YOUR TASK —
Copy the records below exactly. Include all of them.

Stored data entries
********************
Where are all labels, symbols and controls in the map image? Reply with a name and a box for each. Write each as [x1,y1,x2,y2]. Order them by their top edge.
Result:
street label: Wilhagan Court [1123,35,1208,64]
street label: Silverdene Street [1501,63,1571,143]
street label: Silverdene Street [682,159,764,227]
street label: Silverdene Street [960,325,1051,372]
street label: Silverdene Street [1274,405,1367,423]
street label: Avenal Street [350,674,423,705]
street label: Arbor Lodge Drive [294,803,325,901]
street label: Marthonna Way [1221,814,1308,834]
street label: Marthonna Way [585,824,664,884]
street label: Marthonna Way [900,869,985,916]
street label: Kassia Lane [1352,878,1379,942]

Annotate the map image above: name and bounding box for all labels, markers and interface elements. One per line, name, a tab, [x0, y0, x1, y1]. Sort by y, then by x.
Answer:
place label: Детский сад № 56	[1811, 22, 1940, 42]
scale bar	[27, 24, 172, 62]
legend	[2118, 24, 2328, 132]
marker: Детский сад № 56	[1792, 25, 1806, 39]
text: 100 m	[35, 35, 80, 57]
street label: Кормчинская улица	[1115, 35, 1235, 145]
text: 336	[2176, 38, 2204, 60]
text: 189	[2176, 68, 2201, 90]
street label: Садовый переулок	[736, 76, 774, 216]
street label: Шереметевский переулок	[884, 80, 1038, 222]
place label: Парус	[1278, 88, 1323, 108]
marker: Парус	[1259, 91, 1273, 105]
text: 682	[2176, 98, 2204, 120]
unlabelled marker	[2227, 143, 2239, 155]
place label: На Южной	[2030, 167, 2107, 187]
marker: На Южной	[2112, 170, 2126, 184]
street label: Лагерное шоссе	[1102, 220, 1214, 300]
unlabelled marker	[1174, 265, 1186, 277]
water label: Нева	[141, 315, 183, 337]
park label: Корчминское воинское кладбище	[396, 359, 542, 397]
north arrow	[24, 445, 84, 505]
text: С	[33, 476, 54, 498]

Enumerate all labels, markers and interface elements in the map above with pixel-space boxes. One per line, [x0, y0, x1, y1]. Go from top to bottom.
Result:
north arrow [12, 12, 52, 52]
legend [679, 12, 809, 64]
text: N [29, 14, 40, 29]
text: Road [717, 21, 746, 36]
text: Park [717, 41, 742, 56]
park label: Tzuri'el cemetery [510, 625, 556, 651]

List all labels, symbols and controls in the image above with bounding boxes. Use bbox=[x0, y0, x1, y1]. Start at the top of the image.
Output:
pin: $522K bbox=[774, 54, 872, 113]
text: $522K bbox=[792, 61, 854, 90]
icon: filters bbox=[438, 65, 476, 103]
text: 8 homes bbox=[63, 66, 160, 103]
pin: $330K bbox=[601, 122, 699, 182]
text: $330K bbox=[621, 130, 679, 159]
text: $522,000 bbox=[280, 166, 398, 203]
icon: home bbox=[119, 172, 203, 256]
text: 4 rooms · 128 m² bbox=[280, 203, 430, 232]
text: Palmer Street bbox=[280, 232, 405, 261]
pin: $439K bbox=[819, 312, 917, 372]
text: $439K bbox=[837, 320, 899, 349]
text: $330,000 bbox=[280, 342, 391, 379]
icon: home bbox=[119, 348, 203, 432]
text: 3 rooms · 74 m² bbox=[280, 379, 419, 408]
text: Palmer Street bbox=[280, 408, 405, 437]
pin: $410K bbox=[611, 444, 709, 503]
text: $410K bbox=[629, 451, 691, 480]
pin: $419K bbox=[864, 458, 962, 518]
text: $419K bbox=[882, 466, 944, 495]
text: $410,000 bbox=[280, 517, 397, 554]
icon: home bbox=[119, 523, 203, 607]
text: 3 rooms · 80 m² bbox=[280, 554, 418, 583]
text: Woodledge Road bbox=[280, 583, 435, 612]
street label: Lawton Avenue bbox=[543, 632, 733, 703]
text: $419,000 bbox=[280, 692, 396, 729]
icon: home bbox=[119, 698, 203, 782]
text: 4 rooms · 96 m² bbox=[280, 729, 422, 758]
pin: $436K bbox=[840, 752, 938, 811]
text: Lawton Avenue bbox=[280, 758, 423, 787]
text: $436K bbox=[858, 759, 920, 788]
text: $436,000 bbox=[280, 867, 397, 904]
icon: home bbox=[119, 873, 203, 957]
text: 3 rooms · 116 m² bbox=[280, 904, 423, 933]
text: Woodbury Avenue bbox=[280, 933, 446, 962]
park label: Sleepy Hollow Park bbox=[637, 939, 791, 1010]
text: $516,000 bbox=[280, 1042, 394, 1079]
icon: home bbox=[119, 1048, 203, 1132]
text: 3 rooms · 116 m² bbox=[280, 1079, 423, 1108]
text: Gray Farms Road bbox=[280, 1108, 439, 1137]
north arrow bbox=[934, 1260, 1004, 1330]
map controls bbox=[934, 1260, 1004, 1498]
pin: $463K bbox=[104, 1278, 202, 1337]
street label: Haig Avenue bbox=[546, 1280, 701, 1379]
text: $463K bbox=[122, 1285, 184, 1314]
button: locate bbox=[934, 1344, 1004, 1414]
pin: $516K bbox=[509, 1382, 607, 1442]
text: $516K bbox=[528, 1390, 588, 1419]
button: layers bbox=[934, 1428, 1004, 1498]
********************
OUTPUT OF THE TASK —
Where are all labels, symbols and controls in the map image? Reply with a name and a box for each. Write each as [x1,y1,x2,y2]. Order them by their top edge.
Result:
street label: Wilhagan Court [1123,35,1208,64]
street label: Silverdene Street [1501,63,1571,143]
street label: Silverdene Street [682,159,764,227]
street label: Silverdene Street [960,325,1051,372]
street label: Silverdene Street [1274,405,1367,423]
street label: Avenal Street [350,674,423,705]
street label: Arbor Lodge Drive [294,803,325,901]
street label: Marthonna Way [1221,814,1308,834]
street label: Marthonna Way [585,824,664,884]
street label: Marthonna Way [900,869,985,916]
street label: Kassia Lane [1352,878,1379,942]

Annotate the map image above: name and bounding box for all labels, markers and interface elements. One per line, name, a tab, [x0, y0, x1, y1]. Sort by y, then by x.
Answer:
place label: Детский сад № 56	[1811, 22, 1940, 42]
scale bar	[27, 24, 172, 62]
legend	[2118, 24, 2328, 132]
marker: Детский сад № 56	[1792, 25, 1806, 39]
text: 100 m	[35, 35, 80, 57]
street label: Кормчинская улица	[1115, 35, 1235, 145]
text: 336	[2176, 38, 2204, 60]
text: 189	[2176, 68, 2201, 90]
street label: Садовый переулок	[736, 76, 774, 216]
street label: Шереметевский переулок	[884, 80, 1038, 222]
place label: Парус	[1278, 88, 1323, 108]
marker: Парус	[1259, 91, 1273, 105]
text: 682	[2176, 98, 2204, 120]
unlabelled marker	[2227, 143, 2239, 155]
place label: На Южной	[2030, 167, 2107, 187]
marker: На Южной	[2112, 170, 2126, 184]
street label: Лагерное шоссе	[1102, 220, 1214, 300]
unlabelled marker	[1174, 265, 1186, 277]
water label: Нева	[141, 315, 183, 337]
park label: Корчминское воинское кладбище	[396, 359, 542, 397]
north arrow	[24, 445, 84, 505]
text: С	[33, 476, 54, 498]

Enumerate all labels, markers and interface elements in the map above with pixel-space boxes. One per line, [x0, y0, x1, y1]. Go from top to bottom.
Result:
north arrow [12, 12, 52, 52]
legend [679, 12, 809, 64]
text: N [29, 14, 40, 29]
text: Road [717, 21, 746, 36]
text: Park [717, 41, 742, 56]
park label: Tzuri'el cemetery [510, 625, 556, 651]

List all labels, symbols and controls in the image above with bounding boxes. Use bbox=[x0, y0, x1, y1]. Start at the top of the image.
Output:
pin: $522K bbox=[774, 54, 872, 113]
text: $522K bbox=[792, 61, 854, 90]
icon: filters bbox=[438, 65, 476, 103]
text: 8 homes bbox=[63, 66, 160, 103]
pin: $330K bbox=[601, 122, 699, 182]
text: $330K bbox=[621, 130, 679, 159]
text: $522,000 bbox=[280, 166, 398, 203]
icon: home bbox=[119, 172, 203, 256]
text: 4 rooms · 128 m² bbox=[280, 203, 430, 232]
text: Palmer Street bbox=[280, 232, 405, 261]
pin: $439K bbox=[819, 312, 917, 372]
text: $439K bbox=[837, 320, 899, 349]
text: $330,000 bbox=[280, 342, 391, 379]
icon: home bbox=[119, 348, 203, 432]
text: 3 rooms · 74 m² bbox=[280, 379, 419, 408]
text: Palmer Street bbox=[280, 408, 405, 437]
pin: $410K bbox=[611, 444, 709, 503]
text: $410K bbox=[629, 451, 691, 480]
pin: $419K bbox=[864, 458, 962, 518]
text: $419K bbox=[882, 466, 944, 495]
text: $410,000 bbox=[280, 517, 397, 554]
icon: home bbox=[119, 523, 203, 607]
text: 3 rooms · 80 m² bbox=[280, 554, 418, 583]
text: Woodledge Road bbox=[280, 583, 435, 612]
street label: Lawton Avenue bbox=[543, 632, 733, 703]
text: $419,000 bbox=[280, 692, 396, 729]
icon: home bbox=[119, 698, 203, 782]
text: 4 rooms · 96 m² bbox=[280, 729, 422, 758]
pin: $436K bbox=[840, 752, 938, 811]
text: Lawton Avenue bbox=[280, 758, 423, 787]
text: $436K bbox=[858, 759, 920, 788]
text: $436,000 bbox=[280, 867, 397, 904]
icon: home bbox=[119, 873, 203, 957]
text: 3 rooms · 116 m² bbox=[280, 904, 423, 933]
text: Woodbury Avenue bbox=[280, 933, 446, 962]
park label: Sleepy Hollow Park bbox=[637, 939, 791, 1010]
text: $516,000 bbox=[280, 1042, 394, 1079]
icon: home bbox=[119, 1048, 203, 1132]
text: 3 rooms · 116 m² bbox=[280, 1079, 423, 1108]
text: Gray Farms Road bbox=[280, 1108, 439, 1137]
north arrow bbox=[934, 1260, 1004, 1330]
map controls bbox=[934, 1260, 1004, 1498]
pin: $463K bbox=[104, 1278, 202, 1337]
street label: Haig Avenue bbox=[546, 1280, 701, 1379]
text: $463K bbox=[122, 1285, 184, 1314]
button: locate bbox=[934, 1344, 1004, 1414]
pin: $516K bbox=[509, 1382, 607, 1442]
text: $516K bbox=[528, 1390, 588, 1419]
button: layers bbox=[934, 1428, 1004, 1498]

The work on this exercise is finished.